Hepatitis C viral infection in liver transplantation.

OBJECTIVE

To study the outcomes of patients who underwent liver transplantation for the primary diagnosis of chronic active hepatitis secondary to hepatitis C virus (HCV).

DESIGN AND SETTING

Retrospective review within a university medical center.

PATIENTS

Seventy-four adult recipients who received 78 orthotopic liver allografts for the primary diagnosis of chronic active hepatitis secondary to HCV between January 1990 and December 1994. Sixty-seven patients (91%) survived more than 2 months and were analyzed further for recurrent HCV infection.

MAIN OUTCOME MEASURE

Recurrence of HCV infection, hepatitis, or cirrhosis and survival rates for patients who were undergoing orthotopic liver transplantation for chronic active hepatitis secondary to HCV.

RESULTS

Actuarial survival rates for the entire group were 79.3%, 70.9%, and 64.5% at 1,2, and 3 years, respectively. Four patients (5% underwent retransplantation with an actuarial survival rate of 14.3% at 1 year (P<.05). Thirty-eight patients (57%) had evidence of posttransplant HCV infection, 31 patients (46%) showed histologic evidence of viral hepatitis, and 11 patients (16%) experienced portal fibrosis or cirrhosis. Seven (33%) of the deaths and all retransplantations were secondary to recurrent HCV infection. There were no significant differences in age, sex, United Network of Organ Sharing status, associated diagnoses, intraoperative packed red blood cell requirements, OKT3 use, or 1-, 2-, and 3-year survival rates in the recurrent vs nonrecurrent HCV infection groups. A higher incidence of posttransplant cirrhosis was observed in patients who were treated with tacrolimus (FK 506) (31.8% vs 8.9%, P<.05). Twenty-one patients (70%) received interferon alfa antiviral therapy with a significant benefit in the liver function test results during therapy (P<.01).

CONCLUSIONS

Despite recurrence of HCV infection in most patients after transplantation, survival following primary orthotopic liver transplantation for chronic active hepatitis secondary to HCV infection remains favorable, and these patients should continue to be candidates for liver transplantation.
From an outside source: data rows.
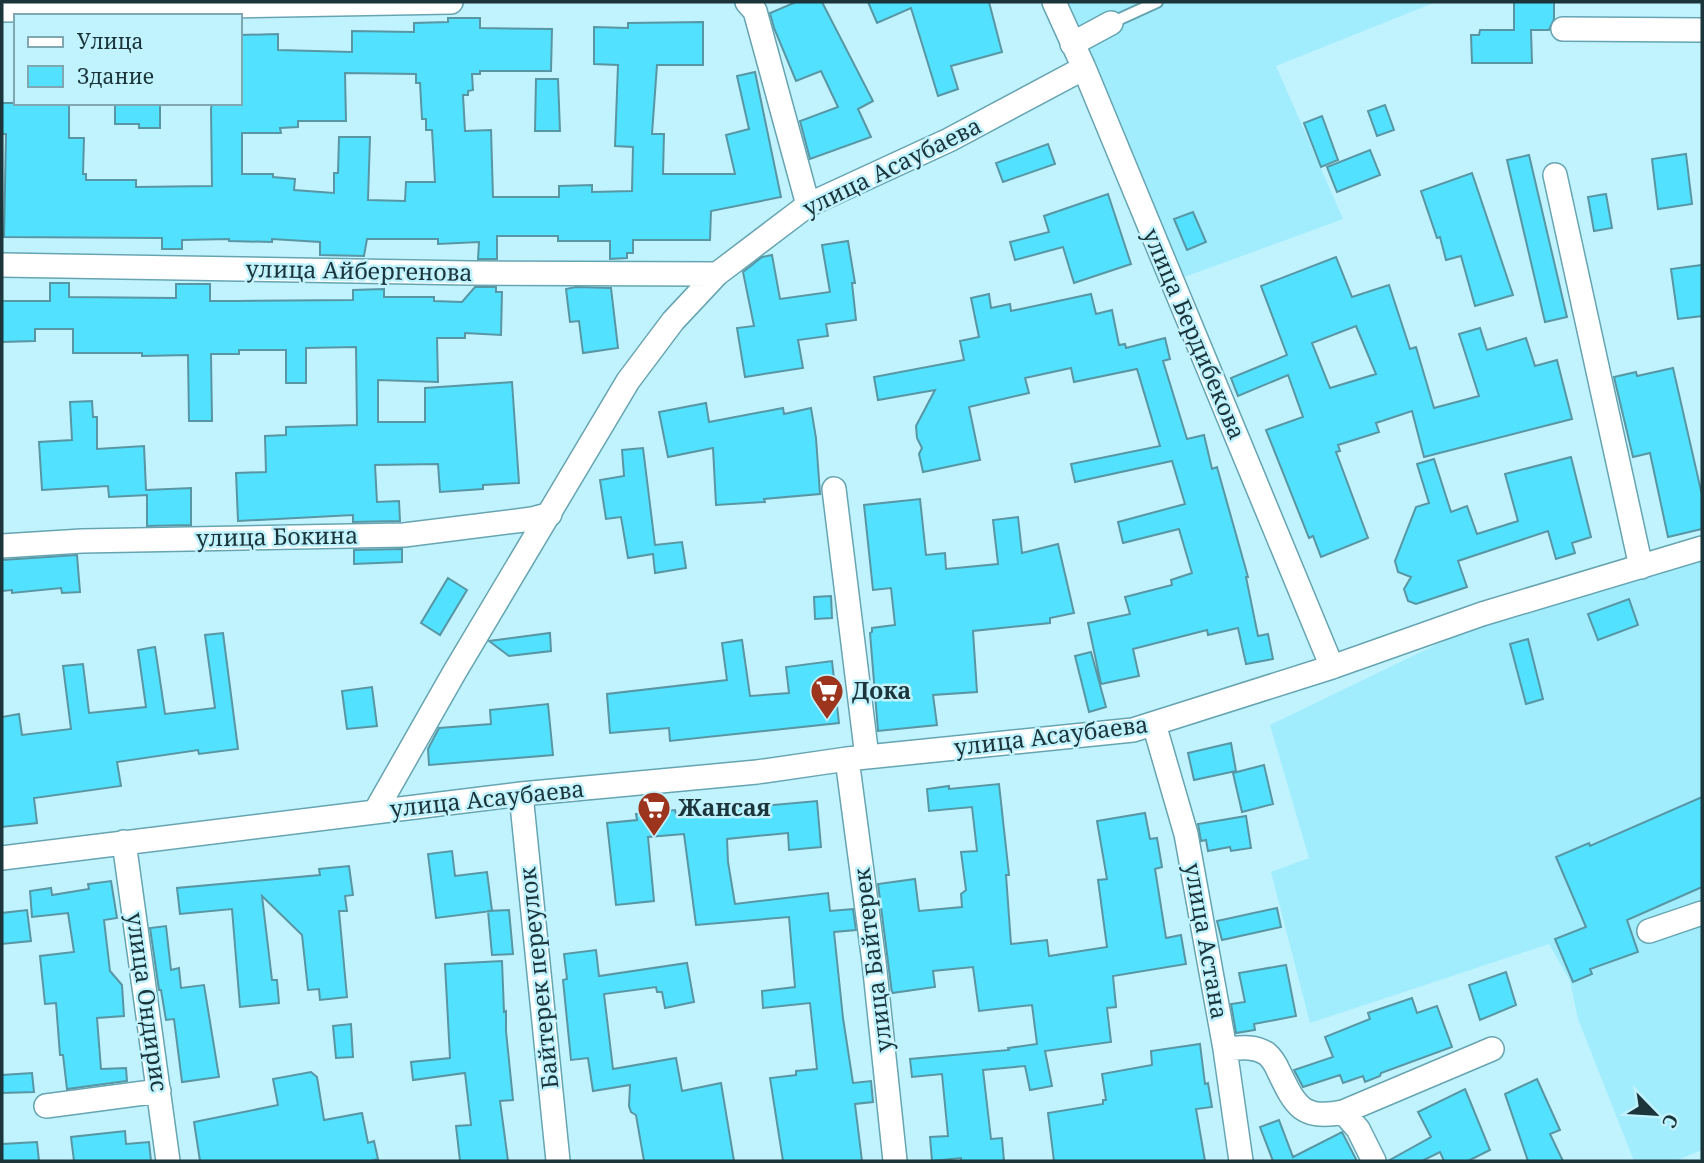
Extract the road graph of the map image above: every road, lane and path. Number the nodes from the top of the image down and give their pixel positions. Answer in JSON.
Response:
{"nodes":[{"id":1,"x":451,"y":2,"type":"edge"},
{"id":2,"x":747,"y":2,"type":"edge"},
{"id":3,"x":1054,"y":2,"type":"edge"},
{"id":4,"x":1157,"y":2,"type":"edge"},
{"id":5,"x":2,"y":9,"type":"edge"},
{"id":6,"x":1111,"y":23,"type":"joint"},
{"id":7,"x":1563,"y":29,"type":"dead end"},
{"id":8,"x":1702,"y":30,"type":"edge"},
{"id":9,"x":1072,"y":44,"type":"junction"},
{"id":10,"x":1083,"y":68,"type":"junction"},
{"id":11,"x":1555,"y":175,"type":"dead end"},
{"id":12,"x":808,"y":205,"type":"junction"},
{"id":13,"x":2,"y":265,"type":"edge"},
{"id":14,"x":717,"y":274,"type":"junction"},
{"id":15,"x":834,"y":489,"type":"dead end"},
{"id":16,"x":550,"y":514,"type":"junction"},
{"id":17,"x":2,"y":546,"type":"edge"},
{"id":18,"x":1702,"y":548,"type":"edge"},
{"id":19,"x":1641,"y":566,"type":"junction"},
{"id":20,"x":1332,"y":667,"type":"junction"},
{"id":21,"x":1154,"y":724,"type":"junction"},
{"id":22,"x":857,"y":758,"type":"junction"},
{"id":23,"x":521,"y":794,"type":"junction"},
{"id":24,"x":375,"y":812,"type":"junction"},
{"id":25,"x":124,"y":842,"type":"junction"},
{"id":26,"x":2,"y":858,"type":"edge"},
{"id":27,"x":1702,"y":913,"type":"edge"},
{"id":28,"x":1649,"y":931,"type":"dead end"},
{"id":29,"x":1225,"y":1048,"type":"junction"},
{"id":30,"x":1492,"y":1049,"type":"dead end"},
{"id":31,"x":159,"y":1091,"type":"junction"},
{"id":32,"x":46,"y":1106,"type":"dead end"},
{"id":33,"x":1343,"y":1112,"type":"junction"},
{"id":34,"x":168,"y":1161,"type":"edge"},
{"id":35,"x":558,"y":1161,"type":"edge"},
{"id":36,"x":895,"y":1161,"type":"edge"},
{"id":37,"x":1241,"y":1161,"type":"edge"},
{"id":38,"x":1374,"y":1161,"type":"edge"}],
"edges":[{"from":1,"to":5,"type":"street"},
{"from":2,"to":12,"type":"street"},
{"from":3,"to":9,"type":"street","name":"улица Бердибекова"},
{"from":4,"to":6,"type":"lane"},
{"from":6,"to":9,"type":"street"},
{"from":7,"to":8,"type":"street"},
{"from":9,"to":10,"type":"street","name":"улица Бердибекова"},
{"from":10,"to":12,"type":"street","name":"улица Асаубаева"},
{"from":10,"to":20,"type":"street","name":"улица Бердибекова"},
{"from":11,"to":19,"type":"street"},
{"from":12,"to":14,"type":"street","name":"улица Асаубаева"},
{"from":13,"to":14,"type":"street","name":"улица Айбергенова"},
{"from":14,"to":16,"type":"street","name":"улица Асаубаева"},
{"from":15,"to":22,"type":"street","name":"улица Байтерек"},
{"from":16,"to":17,"type":"street","name":"улица Бокина"},
{"from":16,"to":24,"type":"street","name":"улица Асаубаева"},
{"from":18,"to":19,"type":"street","name":"улица Асаубаева"},
{"from":19,"to":20,"type":"street","name":"улица Асаубаева"},
{"from":20,"to":21,"type":"street","name":"улица Асаубаева"},
{"from":21,"to":22,"type":"street","name":"улица Асаубаева"},
{"from":21,"to":29,"type":"street","name":"улица Астана"},
{"from":22,"to":23,"type":"street","name":"улица Асаубаева"},
{"from":22,"to":36,"type":"street","name":"улица Байтерек"},
{"from":23,"to":24,"type":"street","name":"улица Асаубаева"},
{"from":23,"to":35,"type":"street","name":"Байтерек переулок"},
{"from":24,"to":25,"type":"street","name":"улица Асаубаева"},
{"from":25,"to":26,"type":"street","name":"улица Асаубаева"},
{"from":25,"to":31,"type":"street","name":"улица Ондирис"},
{"from":27,"to":28,"type":"street"},
{"from":29,"to":33,"type":"street"},
{"from":29,"to":37,"type":"street","name":"улица Астана"},
{"from":30,"to":33,"type":"street"},
{"from":31,"to":32,"type":"street"},
{"from":31,"to":34,"type":"street","name":"улица Ондирис"},
{"from":33,"to":38,"type":"street"}]}
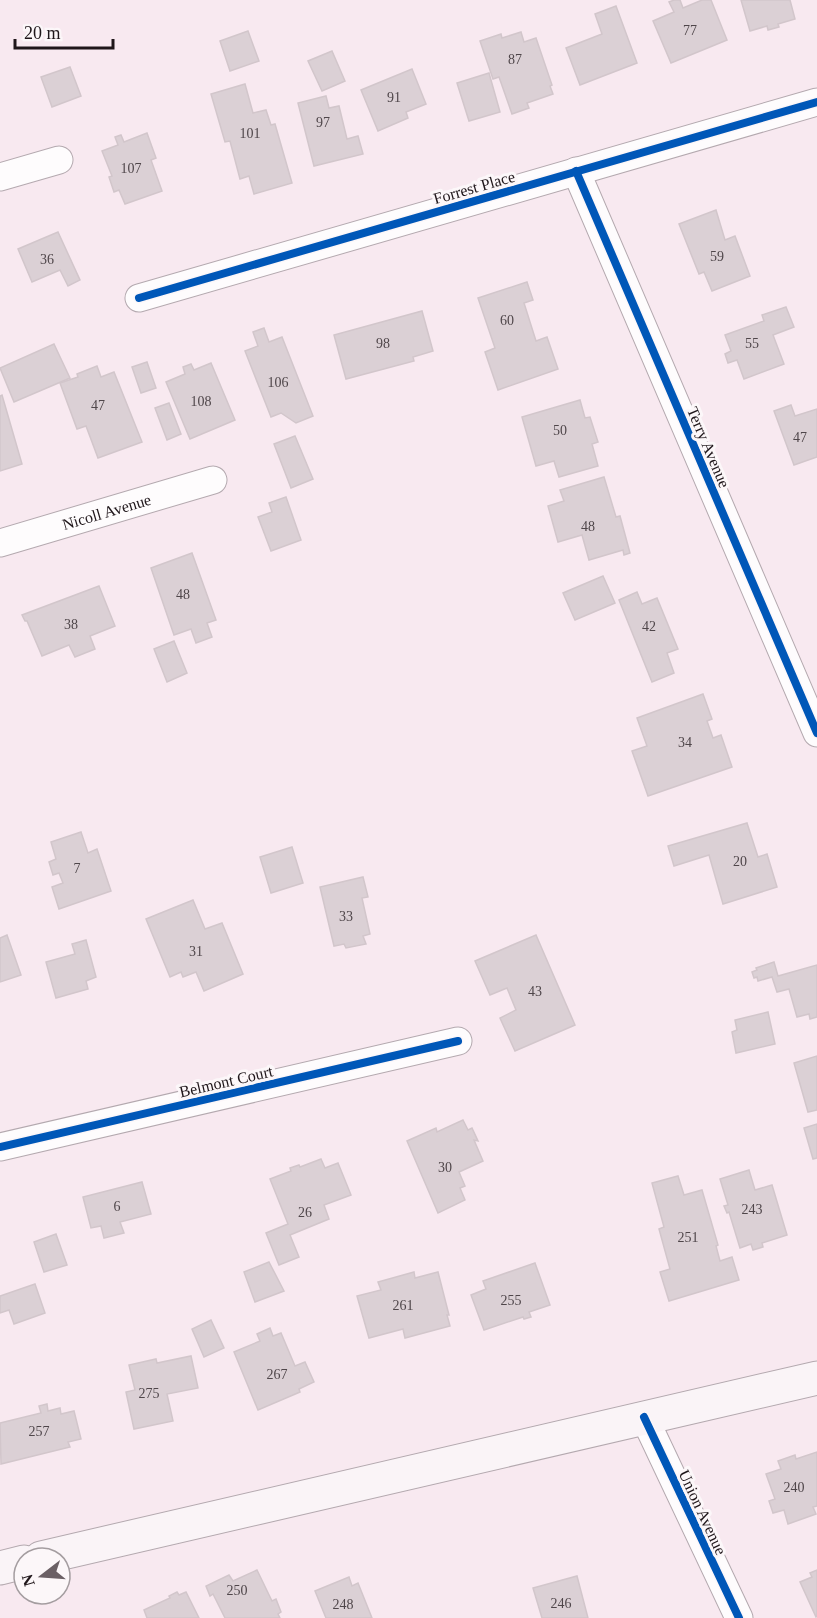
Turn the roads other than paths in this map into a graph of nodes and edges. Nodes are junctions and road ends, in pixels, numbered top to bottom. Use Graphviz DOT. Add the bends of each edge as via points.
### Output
graph roads {
  1 [pos="817,102"];
  2 [pos="59,160"];
  3 [pos="576,171"];
  4 [pos="0,177"];
  5 [pos="139,298"];
  6 [pos="213,480"];
  7 [pos="0,543"];
  8 [pos="817,733"];
  9 [pos="458,1041"];
  10 [pos="0,1147"];
  11 [pos="817,1378"];
  12 [pos="644,1417"];
  13 [pos="72,1551"];
  14 [pos="739,1618"];
  1 -- 3 [label="street, Forrest Place"];
  2 -- 4 [label="street"];
  3 -- 5 [label="street, Forrest Place"];
  3 -- 8 [label="street, Terry Avenue"];
  6 -- 7 [label="street, Nicoll Avenue"];
  9 -- 10 [label="street, Belmont Court"];
  11 -- 12 [label="main road"];
  12 -- 13 [label="main road"];
  12 -- 14 [label="street, Union Avenue"];
}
In contrast, survival following retransplantation for HCV infection is poor and should be reconsidered. There is an apparent association between the intensity of immunosuppression and recurrent HCV infection and cirrhosis that warrants continued evaluation. Interferon therapy appears to afford benefit to patients in whom recurrent HCV hepatitis develops after transplantation.